Passé 60 ans, l'AAH ne disparaît pas d'un coup. Selon le taux d'incapacité et le patrimoine, elle peut se transformer en AAH différentielle, basculer vers une retraite pour inaptitude, ou coexister avec l'APA en EHPAD. Voici les règles à connaître.
Le tournant des 62 ans
À 62 ans, la loi impose un basculement automatique vers la retraite. Deux règles s'appliquent selon le taux d'incapacité reconnu par la CDAPH :
- Taux ≥ 80 % : maintien de l'AAH sous forme différentielle, en complément de la retraite
- Taux 50-79 % : bascule vers une retraite pour inaptitude au travail à taux plein
Détails dans notre guide « Cumul AAH et retraite ».
AAH ou ASPA : le vrai enjeu patrimonial
L'ASPA (minimum vieillesse, 1 034,28 €/mois en 2026 pour une personne seule) est parfois légèrement supérieure à l'AAH différentielle. Mais deux différences majeures existent :
- L'ASPA est récupérable sur la succession au-delà de 40 000 € d'actif net (100 000 € en Outre-mer)
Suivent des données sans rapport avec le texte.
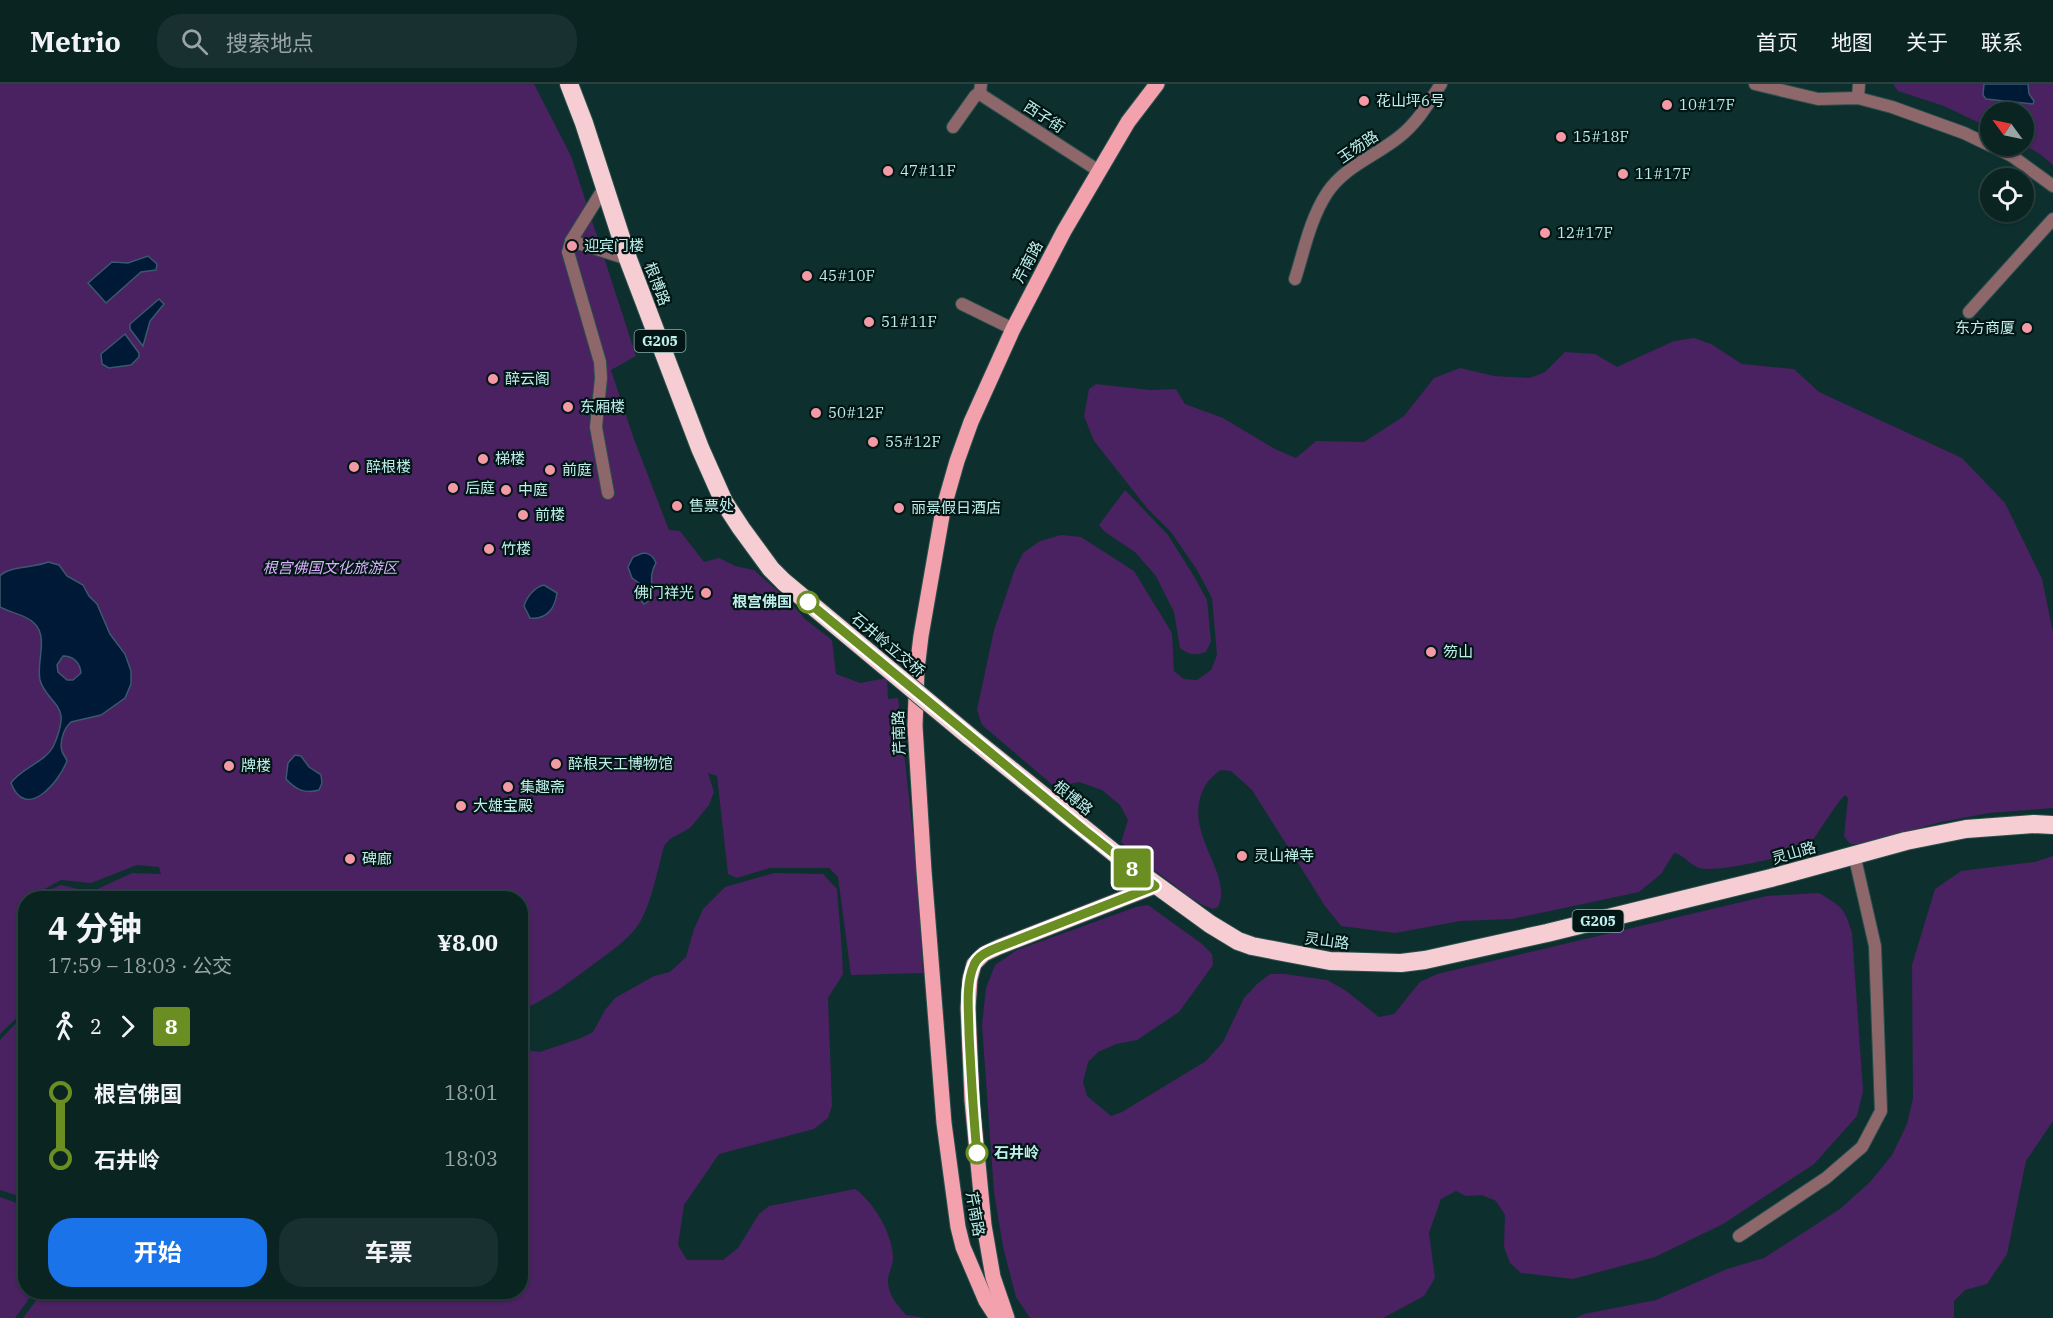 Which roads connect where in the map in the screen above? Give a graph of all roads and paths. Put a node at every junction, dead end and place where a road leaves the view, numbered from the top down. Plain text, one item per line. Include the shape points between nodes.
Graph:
1 (569, 84) edge
2 (1157, 84) edge
3 (1169, 84) edge
4 (1442, 84) edge
5 (1755, 84) edge
6 (1859, 84) edge
7 (981, 88) edge
8 (1858, 98) junction
9 (953, 127) dead end
10 (1099, 171) junction
11 (2053, 186) edge
12 (604, 188) junction
13 (2053, 219) edge
14 (571, 241) junction
15 (628, 259) junction
16 (1295, 279) dead end
17 (962, 304) dead end
18 (1969, 312) dead end
19 (1013, 329) junction
20 (608, 493) dead end
21 (784, 582) joint
22 (916, 692) junction
23 (969, 736) joint
24 (2053, 825) edge
25 (1854, 854) junction
26 (1155, 886) junction
27 (1739, 1236) dead end
28 (998, 1318) edge
29 (1007, 1318) edge

1 - 12 highway, 根博路 / G205
2 - 10 main road, 芹南路 via 1128,122
3 - 10 main road
4 - 16 street, 玉笏路 via 1416,123 1349,169 1327,194 1313,220
5 - 8 street via 1818,99
6 - 8 street
7 - 9 street
7 - 10 street, 西子街 via 988,99
8 - 11 street via 1964,133 2012,156
10 - 19 main road, 芹南路
12 - 14 street
12 - 15 highway, 根博路 / G205
13 - 18 street
14 - 15 street
14 - 20 street via 568,252 600,362 596,427
15 - 21 highway, 根博路 / G205 via 724,502
17 - 19 street
19 - 22 main road, 芹南路 via 971,422 943,510 924,614
21 - 22 highway, 石井岭立交桥 / G205, bridge
22 - 23 highway, 石井岭立交桥 / G205, bridge
22 - 28 main road, 芹南路 via 915,726 945,1133 963,1246 986,1301
23 - 26 highway, 根博路 / G205
24 - 25 highway, 灵山路 / G205 via 1966,829
25 - 26 highway, 灵山路 / G205 via 1558,930 1401,963 1330,961 1252,946 1209,924
25 - 27 street via 1875,946 1881,1111 1862,1147 1826,1178
26 - 29 main road via 999,947 974,964 968,1008 972,1101 984,1225 993,1277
- L'AAH n'est jamais récupérable — c'est un revenu de remplacement
Si le patrimoine du bénéficiaire est ≥ 40 000 €, l'AAH est presque toujours plus avantageuse pour les héritiers. À évaluer au cas par cas avec la CAF, la caisse de retraite ou une assistante sociale.
AAH et EHPAD : cumul avec les aides
En EHPAD, l'AAH (ou l'AAH différentielle) coexiste avec :
- L'APA en établissement — dépendance
- L'APL ou l'ALS — hébergement
- Éventuellement l'ASH — aide sociale à l'hébergement
L'AAH entre dans le calcul de l'obligation alimentaire demandée aux enfants — voir notre guide.
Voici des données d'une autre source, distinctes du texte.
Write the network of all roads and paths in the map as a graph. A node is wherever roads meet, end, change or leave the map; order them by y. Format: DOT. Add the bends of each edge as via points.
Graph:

Point médical : le taux d'incapacité en gériatrie
Pour les personnes âgées présentant des troubles cognitifs importants (Alzheimer avancée, démence vasculaire, séquelles d'AVC), le taux de 80 % est fréquemment reconnu par la CDAPH. C'est ce qui permet le maintien de l'AAH différentielle après 62 ans. Une demande à anticiper dès que le diagnostic est posé.